Remis reicht zum Weiterkommen
Gewinnen muss die deutsche Mannschaft das abschließende Gruppenspiel gegen Slowenien, das am zweiten Spieltag einen Sieg gegen Spanien leichtfertig aus der Hand gab und sich mit einem Punkt zufrieden geben musste, nicht unbedingt, um in die Hauptrunde einzuziehen. Schon ein Remis würde definitiv reichen.
Roundup: Alle Spiele, alle Gruppen, alle Topscorer
Selbst eine Niederlage würde das Weiterkommen bedeuten, so lange Schweden gegen Spanien leer ausgeht. Um ganz sicher in die Hauptrunde einzuziehen und sogar zwei Punkte mitzunehmen, wäre ein Sieg aber die beste Variante.

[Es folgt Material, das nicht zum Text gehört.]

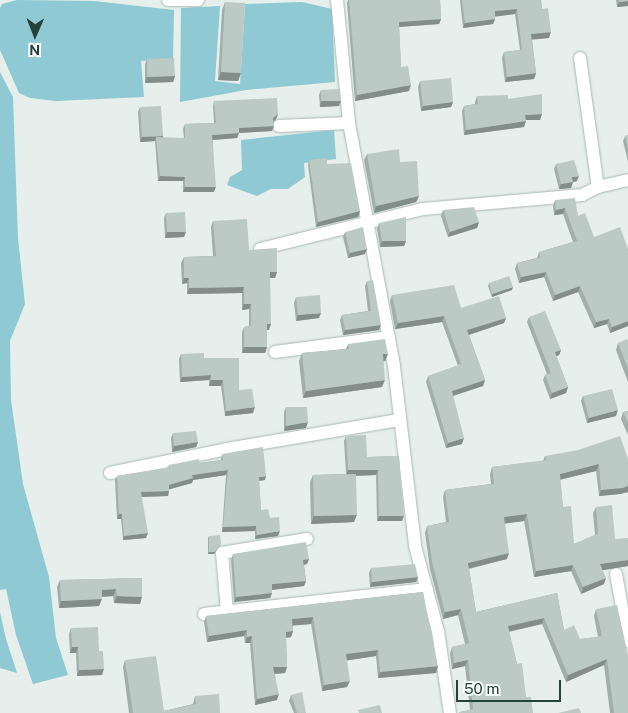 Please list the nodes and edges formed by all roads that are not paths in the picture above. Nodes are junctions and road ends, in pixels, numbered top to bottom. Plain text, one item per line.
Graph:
1 (168, 0) edge
2 (198, 0) edge
3 (337, 0) edge
4 (580, 58) dead end
5 (349, 123) junction
6 (279, 126) dead end
7 (628, 180) edge
8 (598, 187) junction
9 (367, 223) junction
10 (260, 249) edge
11 (388, 337) junction
12 (275, 352) dead end
13 (399, 420) junction
14 (110, 473) dead end
15 (307, 539) dead end
16 (616, 574) dead end
17 (427, 589) junction
18 (227, 612) junction
19 (204, 614) dead end
20 (628, 641) edge
21 (450, 713) edge

1 - 2 street
3 - 5 street
4 - 8 street
5 - 6 street
5 - 9 street
7 - 8 street
8 - 9 street
9 - 10 street
9 - 11 street
11 - 12 street
11 - 13 street
13 - 14 street
13 - 17 street
15 - 18 street
16 - 20 street
17 - 18 street
17 - 21 street
18 - 19 street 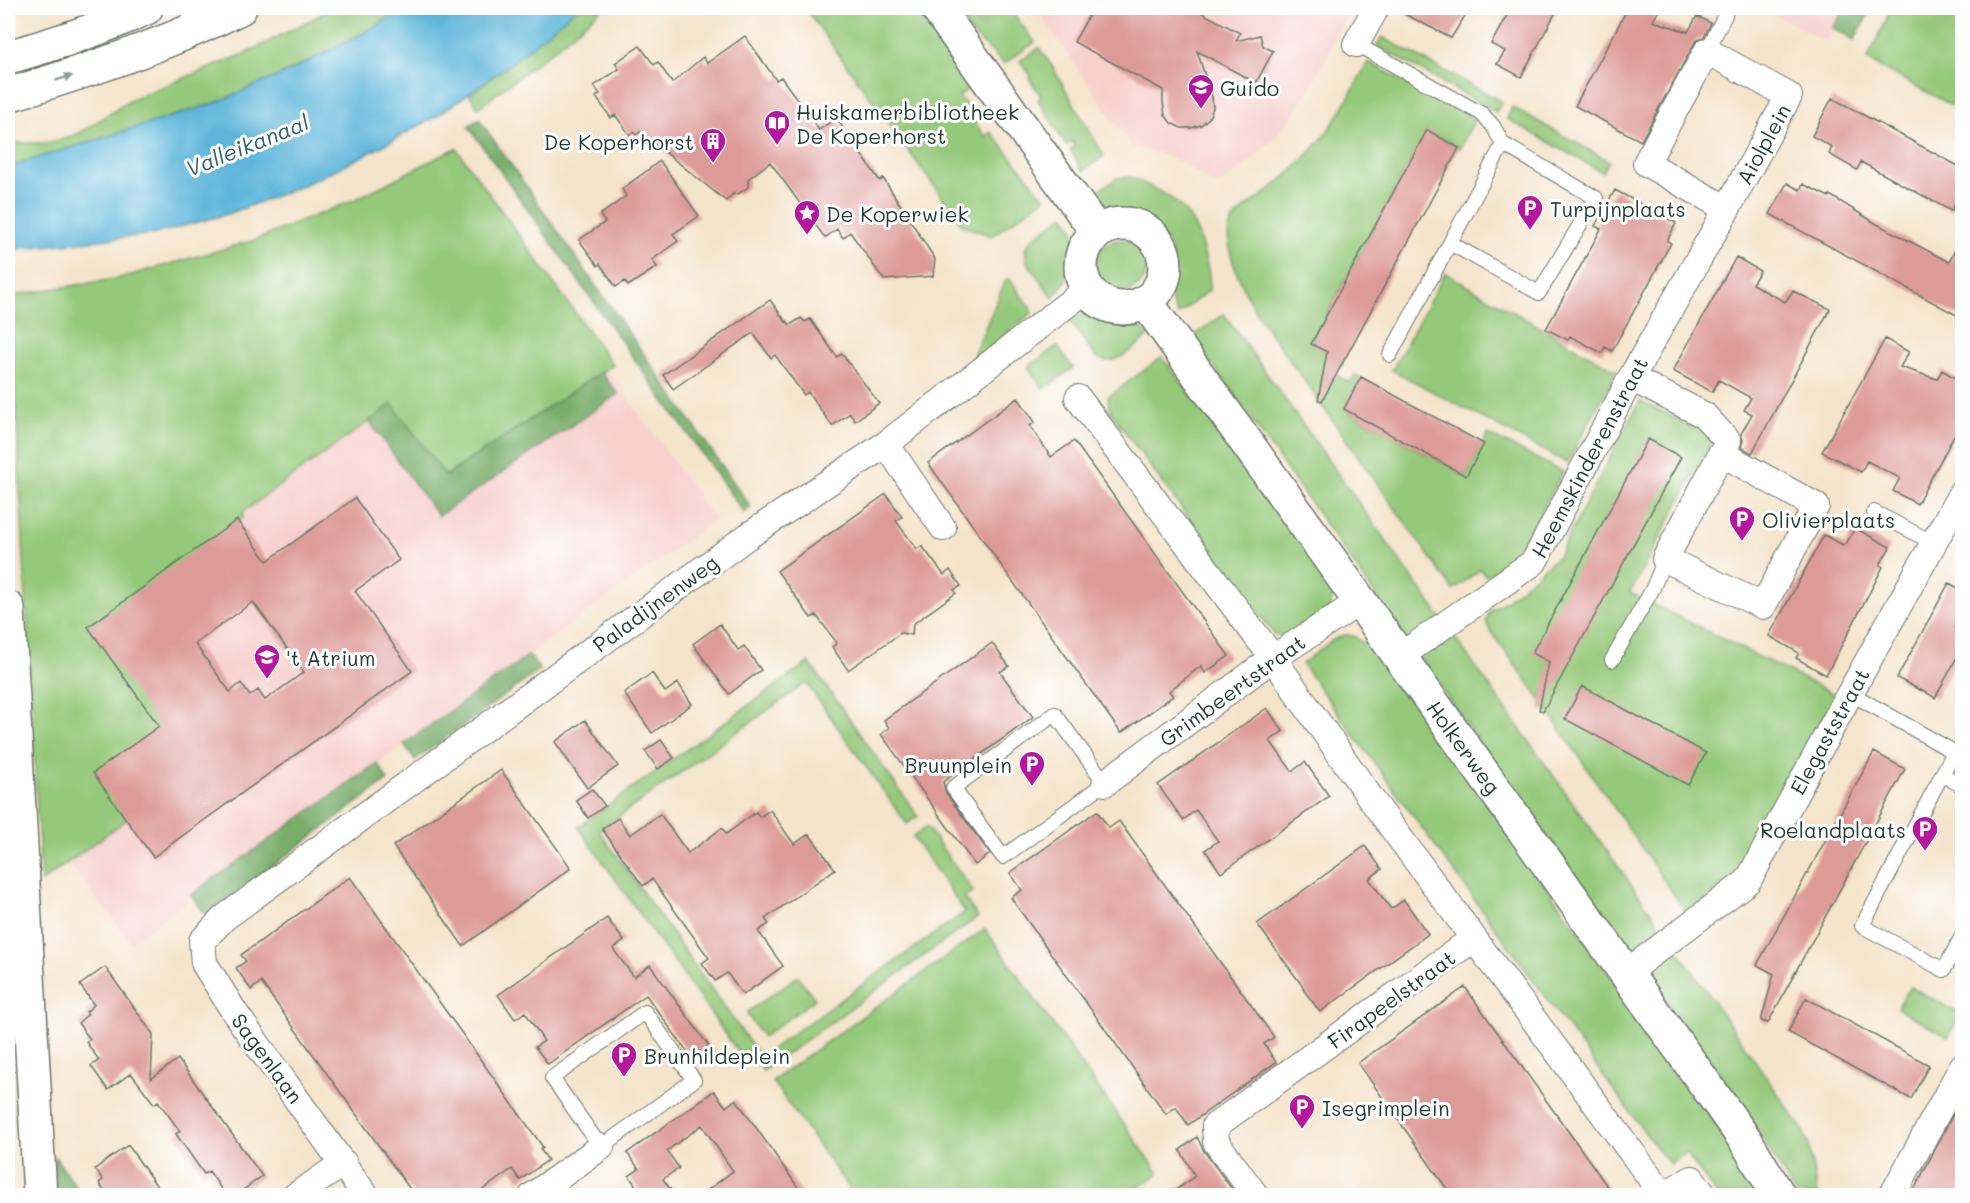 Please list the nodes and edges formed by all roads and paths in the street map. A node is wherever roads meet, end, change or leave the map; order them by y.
1 (146, 8) edge
2 (240, 8) edge
3 (937, 8) edge
4 (1376, 8) edge
5 (1725, 15) dead end
6 (1356, 44) joint
7 (1707, 51) junction
8 (8, 57) edge
9 (8, 95) edge
10 (1503, 144) junction
11 (1727, 209) junction
12 (1097, 232) junction
13 (1450, 243) junction
14 (1087, 289) junction
15 (1146, 302) junction
16 (1390, 355) dead end
17 (1631, 378) junction
18 (1078, 398) dead end
19 (886, 444) junction
20 (1721, 453) junction
21 (1962, 492) edge
22 (1874, 512) dead end
23 (944, 528) dead end
24 (1934, 543) junction
25 (1665, 558) junction
26 (1361, 601) junction
27 (8, 608) edge
28 (1273, 657) junction
29 (1400, 657) junction
30 (1612, 660) dead end
31 (1850, 693) junction
32 (1942, 774) junction
33 (1105, 783) junction
34 (1962, 786) edge
35 (224, 918) joint
36 (1962, 936) edge
37 (1473, 939) junction
38 (1626, 973) junction
39 (1962, 1067) edge
40 (601, 1147) junction
41 (344, 1163) junction
42 (1698, 1187) edge
43 (40, 1196) edge
44 (295, 1196) edge
45 (366, 1196) edge
46 (532, 1196) edge
47 (1256, 1196) edge
48 (1779, 1196) edge
49 (1892, 1196) edge

1 - 8 street
9 -> 2 street
3 - 12 street
4 - 6 street
5 - 7 lane
6 - 10 lane
7 - 11 street, Aiolplein
7 - 11 street, Aiolplein
10 - 13 lane
10 - 13 lane
11 - 17 street, Heemskinderenstraat
12 - 14 street
12 - 15 street
13 - 16 lane
14 - 15 street
14 - 19 street, Paladijnenweg
15 - 26 street, Holkerweg
17 - 20 street
17 - 29 street, Heemskinderenstraat
18 - 28 street
19 - 23 street
19 - 35 street, Paladijnenweg
20 - 25 street
20 - 25 street
21 - 24 street, Elegaststraat
22 - 24 lane
24 - 31 street, Elegaststraat
25 - 30 lane
26 - 28 street, Grimbeertstraat
26 - 29 street, Holkerweg
27 - 43 street
28 - 33 street, Grimbeertstraat
28 - 37 street
29 - 38 street, Holkerweg
31 - 32 lane
31 - 38 street, Elegaststraat
32 - 34 lane
32 - 36 lane
33 - 33 lane
35 - 41 street, Sagenlaan
37 - 42 street
37 - 47 street, Firapeelstraat
38 - 48 street, Holkerweg
39 - 49 street
40 - 40 lane
40 - 46 street
41 - 44 street
41 - 45 street, Sagenlaan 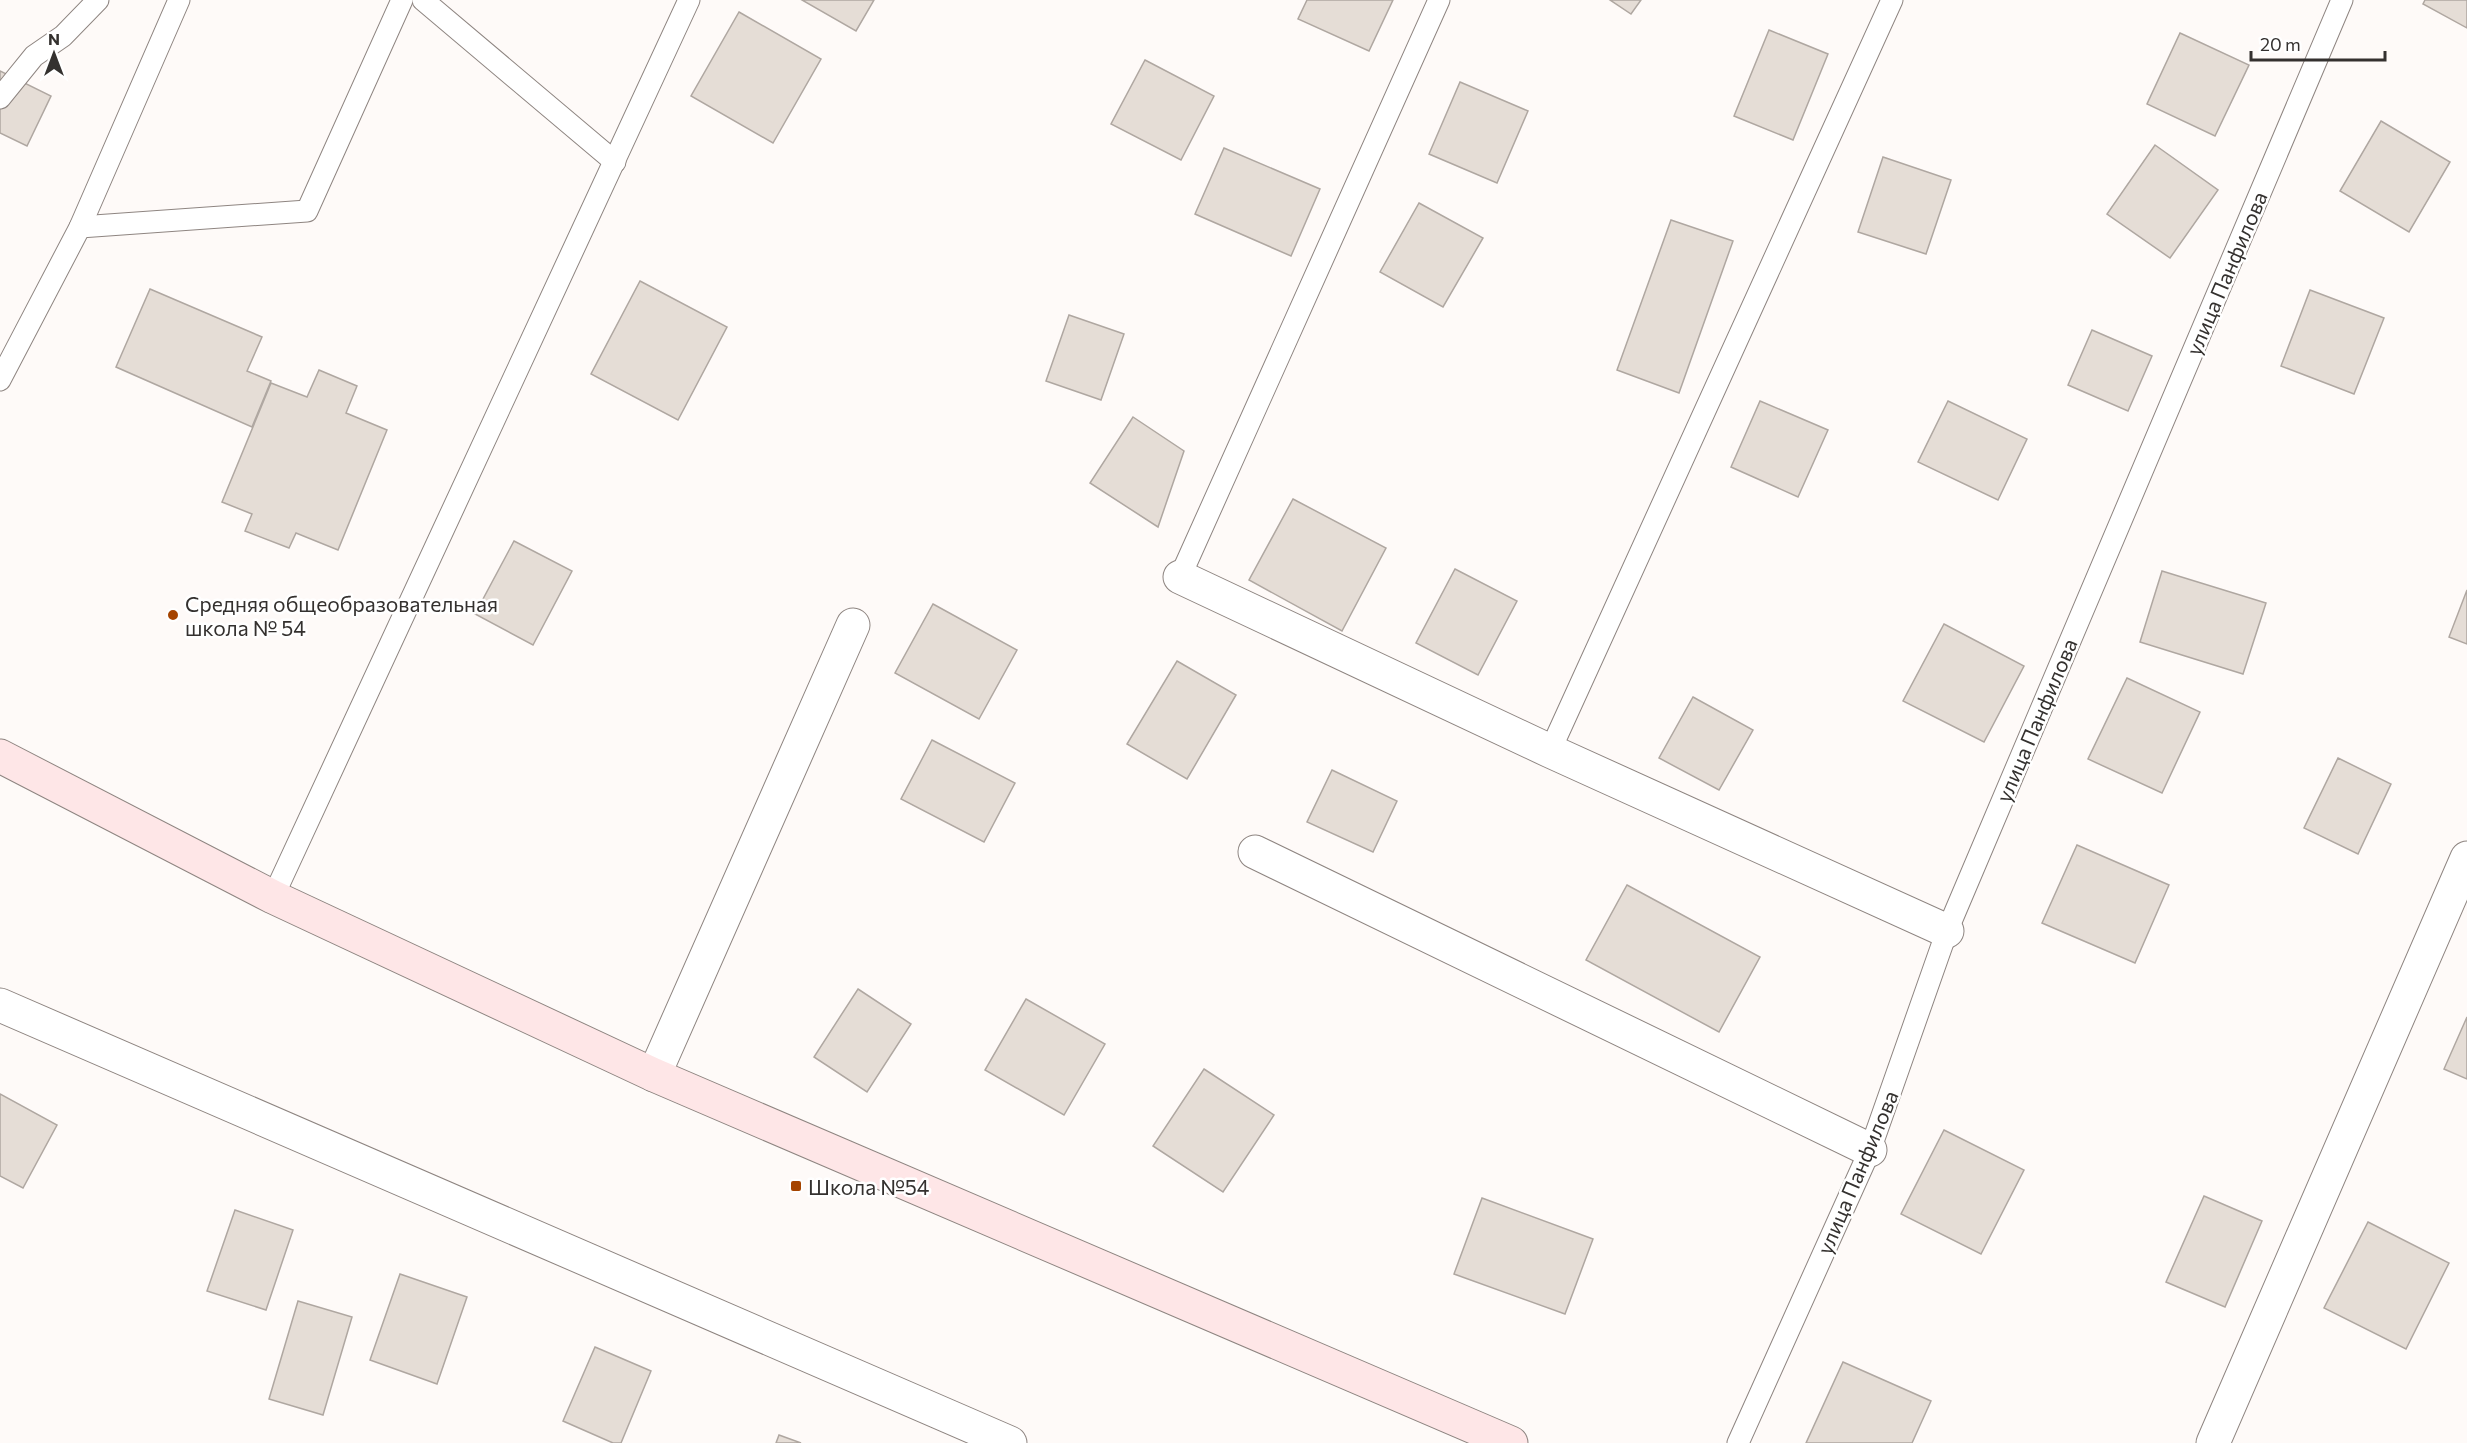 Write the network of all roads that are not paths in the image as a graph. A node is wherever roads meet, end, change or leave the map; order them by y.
1 (98, 0) edge
2 (179, 0) edge
3 (402, 0) edge
4 (423, 0) edge
5 (689, 0) edge
6 (1439, 0) edge
7 (1892, 0) edge
8 (2342, 0) edge
9 (0, 98) edge
10 (615, 162) junction
11 (80, 227) junction
12 (0, 380) edge
13 (1180, 577) joint
14 (853, 625) dead end
15 (1550, 751) junction
16 (0, 756) edge
17 (1255, 852) dead end
18 (2467, 858) edge
19 (273, 897) junction
20 (1947, 931) junction
21 (0, 1005) edge
22 (654, 1075) junction
23 (1870, 1150) junction
24 (1011, 1443) edge
25 (1511, 1443) edge
26 (1737, 1443) edge
27 (2213, 1443) edge

1 - 9 lane
2 - 11 lane
3 - 11 lane
4 - 10 lane
5 - 10 lane
6 - 13 lane
7 - 15 lane
8 - 20 lane, улица Панфилова
10 - 19 lane
11 - 12 lane
13 - 15 street
14 - 22 street
15 - 20 street
16 - 19 main road
17 - 23 street
18 - 27 street
19 - 22 main road
20 - 23 lane, улица Панфилова
21 - 24 street
22 - 25 main road
23 - 26 lane, улица Панфилова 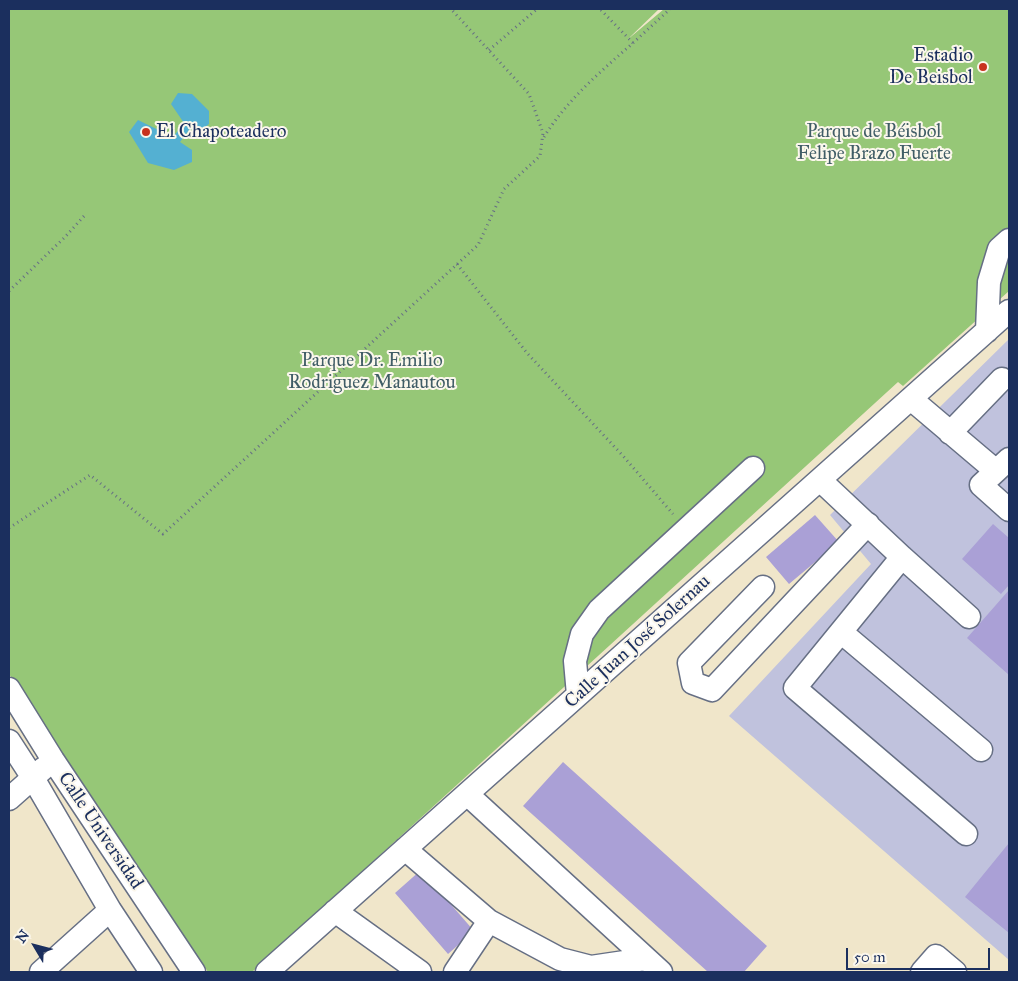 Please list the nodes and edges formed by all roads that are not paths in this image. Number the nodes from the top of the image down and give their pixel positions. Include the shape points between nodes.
1 (1009, 240) edge
2 (1009, 311) edge
3 (987, 331) junction
4 (1002, 379) dead end
5 (911, 399) junction
6 (950, 433) junction
7 (1003, 465) edge
8 (754, 468) dead end
9 (820, 480) junction
10 (1009, 510) edge
11 (868, 524) junction
12 (902, 557) junction
13 (763, 587) dead end
14 (969, 617) dead end
15 (841, 632) junction
16 (9, 689) edge
17 (578, 695) junction
18 (9, 741) edge
19 (981, 750) dead end
20 (53, 760) junction
21 (33, 778) junction
22 (466, 794) junction
23 (9, 799) edge
24 (966, 834) dead end
25 (405, 849) junction
26 (110, 910) junction
27 (335, 911) junction
28 (489, 921) junction
29 (653, 965) edge
30 (41, 972) edge
31 (151, 972) edge
32 (194, 972) edge
33 (267, 972) edge
34 (420, 972) edge
35 (455, 972) edge
36 (922, 972) edge
37 (955, 972) edge

1 - 3 street via 999,249 989,282
2 - 3 street, Calle Juan José Solernau
3 - 5 street, Calle Juan José Solernau
4 - 6 street
5 - 6 street
5 - 9 street, Calle Juan José Solernau
6 - 7 street
7 - 10 street via 982,485
8 - 17 street via 599,610 582,634 575,660
9 - 11 street
9 - 17 street, Calle Juan José Solernau
11 - 12 street
11 - 13 street via 712,690 693,683 689,664
12 - 14 street
12 - 15 street
15 - 19 street
15 - 24 street via 795,688
16 - 20 street, Calle Universidad
17 - 22 street, Calle Juan José Solernau
18 - 21 street, Calle Universidad
20 - 21 street
20 - 32 street, Calle Universidad
21 - 23 street
21 - 26 street, Calle Universidad
22 - 25 street, Calle Juan José Solernau
22 - 29 street
25 - 27 street, Calle Juan José Solernau
25 - 28 street
26 - 30 street
26 - 31 street, Calle Universidad
27 - 33 street, Calle Juan José Solernau
27 - 34 street
28 - 29 street via 560,959 591,967
28 - 35 street
36 - 37 street via 936,956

Das wird schwer genug. "Wir können uns nicht darauf verlassen, dass wir auch gegen die Slowenen eine Leistung wie in der zweiten Halbzeit gegen Schweden abliefern. Wir müssen von Beginn an über unsere Leistungsgrenze hinausgehen", stellte Wolff klar.
Ob das DHB-Team dabei wieder einem Rückstand hinterherlaufen muss, wäre dem Torhüter im Zweifelsfall egal: "Natürlich wollen wir das verhindern. Wenn wir am Ende aber trotzdem mit einem Tor Vorsprung gewinnen, können wir von mir aus zwischenzeitlich auch mit zehn Toren zurückliegen."